-------- Source data
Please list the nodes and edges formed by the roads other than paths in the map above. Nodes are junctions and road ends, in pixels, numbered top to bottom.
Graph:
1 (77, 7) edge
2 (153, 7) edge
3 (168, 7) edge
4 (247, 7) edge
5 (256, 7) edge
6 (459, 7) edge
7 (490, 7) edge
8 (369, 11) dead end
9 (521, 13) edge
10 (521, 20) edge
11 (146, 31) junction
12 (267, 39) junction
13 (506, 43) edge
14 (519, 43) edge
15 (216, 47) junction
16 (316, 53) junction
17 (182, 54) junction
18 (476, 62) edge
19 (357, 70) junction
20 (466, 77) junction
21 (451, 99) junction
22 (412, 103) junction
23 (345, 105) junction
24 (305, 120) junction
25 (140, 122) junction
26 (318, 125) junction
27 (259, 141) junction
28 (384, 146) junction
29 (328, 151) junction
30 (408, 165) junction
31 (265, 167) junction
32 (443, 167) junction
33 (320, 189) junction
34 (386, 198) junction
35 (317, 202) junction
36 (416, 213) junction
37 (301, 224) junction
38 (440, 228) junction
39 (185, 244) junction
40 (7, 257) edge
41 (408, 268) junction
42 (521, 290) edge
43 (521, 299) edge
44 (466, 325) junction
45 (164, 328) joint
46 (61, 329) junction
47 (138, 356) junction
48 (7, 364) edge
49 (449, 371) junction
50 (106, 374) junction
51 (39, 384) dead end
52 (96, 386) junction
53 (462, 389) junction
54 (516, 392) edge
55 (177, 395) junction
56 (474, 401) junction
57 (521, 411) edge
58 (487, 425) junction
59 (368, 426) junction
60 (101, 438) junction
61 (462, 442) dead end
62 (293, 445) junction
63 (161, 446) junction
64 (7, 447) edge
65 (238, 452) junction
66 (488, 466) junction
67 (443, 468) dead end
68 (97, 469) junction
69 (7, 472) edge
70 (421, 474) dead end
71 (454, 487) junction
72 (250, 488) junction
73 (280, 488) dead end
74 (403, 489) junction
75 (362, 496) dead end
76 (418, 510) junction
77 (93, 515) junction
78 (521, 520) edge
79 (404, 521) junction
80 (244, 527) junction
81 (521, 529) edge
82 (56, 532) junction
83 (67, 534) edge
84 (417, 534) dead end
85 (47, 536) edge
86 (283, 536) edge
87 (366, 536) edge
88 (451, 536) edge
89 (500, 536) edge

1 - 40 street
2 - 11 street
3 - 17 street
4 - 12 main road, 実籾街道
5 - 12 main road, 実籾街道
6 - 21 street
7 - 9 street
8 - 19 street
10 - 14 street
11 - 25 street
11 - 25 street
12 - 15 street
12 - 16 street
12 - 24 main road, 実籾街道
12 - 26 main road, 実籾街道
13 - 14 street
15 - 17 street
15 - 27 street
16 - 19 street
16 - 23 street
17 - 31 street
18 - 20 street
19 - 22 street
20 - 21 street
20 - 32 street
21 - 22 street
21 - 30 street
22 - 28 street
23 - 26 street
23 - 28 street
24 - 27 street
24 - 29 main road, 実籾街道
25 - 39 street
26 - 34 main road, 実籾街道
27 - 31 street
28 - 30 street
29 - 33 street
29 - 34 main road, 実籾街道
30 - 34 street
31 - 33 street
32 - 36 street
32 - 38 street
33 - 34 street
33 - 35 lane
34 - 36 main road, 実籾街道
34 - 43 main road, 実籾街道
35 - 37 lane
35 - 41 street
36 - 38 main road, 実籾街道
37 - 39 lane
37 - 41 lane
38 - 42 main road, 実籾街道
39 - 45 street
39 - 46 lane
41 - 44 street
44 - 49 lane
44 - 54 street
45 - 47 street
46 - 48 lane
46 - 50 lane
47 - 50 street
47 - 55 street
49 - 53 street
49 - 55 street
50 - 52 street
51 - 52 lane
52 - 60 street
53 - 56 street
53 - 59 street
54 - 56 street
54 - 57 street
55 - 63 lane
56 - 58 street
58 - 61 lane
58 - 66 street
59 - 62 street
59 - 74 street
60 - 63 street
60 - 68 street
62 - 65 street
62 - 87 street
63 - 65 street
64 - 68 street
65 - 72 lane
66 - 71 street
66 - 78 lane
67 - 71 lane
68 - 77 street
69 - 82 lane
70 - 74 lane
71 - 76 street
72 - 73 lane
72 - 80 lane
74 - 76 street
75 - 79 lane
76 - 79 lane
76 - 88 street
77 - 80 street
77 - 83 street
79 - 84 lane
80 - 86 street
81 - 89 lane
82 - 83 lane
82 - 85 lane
----------------
**What needs to be done:** Repeat every line of the listing, word for word.

**Result:**
Please list the nodes and edges formed by the roads other than paths in the map above. Nodes are junctions and road ends, in pixels, numbered top to bottom.
Graph:
1 (77, 7) edge
2 (153, 7) edge
3 (168, 7) edge
4 (247, 7) edge
5 (256, 7) edge
6 (459, 7) edge
7 (490, 7) edge
8 (369, 11) dead end
9 (521, 13) edge
10 (521, 20) edge
11 (146, 31) junction
12 (267, 39) junction
13 (506, 43) edge
14 (519, 43) edge
15 (216, 47) junction
16 (316, 53) junction
17 (182, 54) junction
18 (476, 62) edge
19 (357, 70) junction
20 (466, 77) junction
21 (451, 99) junction
22 (412, 103) junction
23 (345, 105) junction
24 (305, 120) junction
25 (140, 122) junction
26 (318, 125) junction
27 (259, 141) junction
28 (384, 146) junction
29 (328, 151) junction
30 (408, 165) junction
31 (265, 167) junction
32 (443, 167) junction
33 (320, 189) junction
34 (386, 198) junction
35 (317, 202) junction
36 (416, 213) junction
37 (301, 224) junction
38 (440, 228) junction
39 (185, 244) junction
40 (7, 257) edge
41 (408, 268) junction
42 (521, 290) edge
43 (521, 299) edge
44 (466, 325) junction
45 (164, 328) joint
46 (61, 329) junction
47 (138, 356) junction
48 (7, 364) edge
49 (449, 371) junction
50 (106, 374) junction
51 (39, 384) dead end
52 (96, 386) junction
53 (462, 389) junction
54 (516, 392) edge
55 (177, 395) junction
56 (474, 401) junction
57 (521, 411) edge
58 (487, 425) junction
59 (368, 426) junction
60 (101, 438) junction
61 (462, 442) dead end
62 (293, 445) junction
63 (161, 446) junction
64 (7, 447) edge
65 (238, 452) junction
66 (488, 466) junction
67 (443, 468) dead end
68 (97, 469) junction
69 (7, 472) edge
70 (421, 474) dead end
71 (454, 487) junction
72 (250, 488) junction
73 (280, 488) dead end
74 (403, 489) junction
75 (362, 496) dead end
76 (418, 510) junction
77 (93, 515) junction
78 (521, 520) edge
79 (404, 521) junction
80 (244, 527) junction
81 (521, 529) edge
82 (56, 532) junction
83 (67, 534) edge
84 (417, 534) dead end
85 (47, 536) edge
86 (283, 536) edge
87 (366, 536) edge
88 (451, 536) edge
89 (500, 536) edge

1 - 40 street
2 - 11 street
3 - 17 street
4 - 12 main road, 実籾街道
5 - 12 main road, 実籾街道
6 - 21 street
7 - 9 street
8 - 19 street
10 - 14 street
11 - 25 street
11 - 25 street
12 - 15 street
12 - 16 street
12 - 24 main road, 実籾街道
12 - 26 main road, 実籾街道
13 - 14 street
15 - 17 street
15 - 27 street
16 - 19 street
16 - 23 street
17 - 31 street
18 - 20 street
19 - 22 street
20 - 21 street
20 - 32 street
21 - 22 street
21 - 30 street
22 - 28 street
23 - 26 street
23 - 28 street
24 - 27 street
24 - 29 main road, 実籾街道
25 - 39 street
26 - 34 main road, 実籾街道
27 - 31 street
28 - 30 street
29 - 33 street
29 - 34 main road, 実籾街道
30 - 34 street
31 - 33 street
32 - 36 street
32 - 38 street
33 - 34 street
33 - 35 lane
34 - 36 main road, 実籾街道
34 - 43 main road, 実籾街道
35 - 37 lane
35 - 41 street
36 - 38 main road, 実籾街道
37 - 39 lane
37 - 41 lane
38 - 42 main road, 実籾街道
39 - 45 street
39 - 46 lane
41 - 44 street
44 - 49 lane
44 - 54 street
45 - 47 street
46 - 48 lane
46 - 50 lane
47 - 50 street
47 - 55 street
49 - 53 street
49 - 55 street
50 - 52 street
51 - 52 lane
52 - 60 street
53 - 56 street
53 - 59 street
54 - 56 street
54 - 57 street
55 - 63 lane
56 - 58 street
58 - 61 lane
58 - 66 street
59 - 62 street
59 - 74 street
60 - 63 street
60 - 68 street
62 - 65 street
62 - 87 street
63 - 65 street
64 - 68 street
65 - 72 lane
66 - 71 street
66 - 78 lane
67 - 71 lane
68 - 77 street
69 - 82 lane
70 - 74 lane
71 - 76 street
72 - 73 lane
72 - 80 lane
74 - 76 street
75 - 79 lane
76 - 79 lane
76 - 88 street
77 - 80 street
77 - 83 street
79 - 84 lane
80 - 86 street
81 - 89 lane
82 - 83 lane
82 - 85 lane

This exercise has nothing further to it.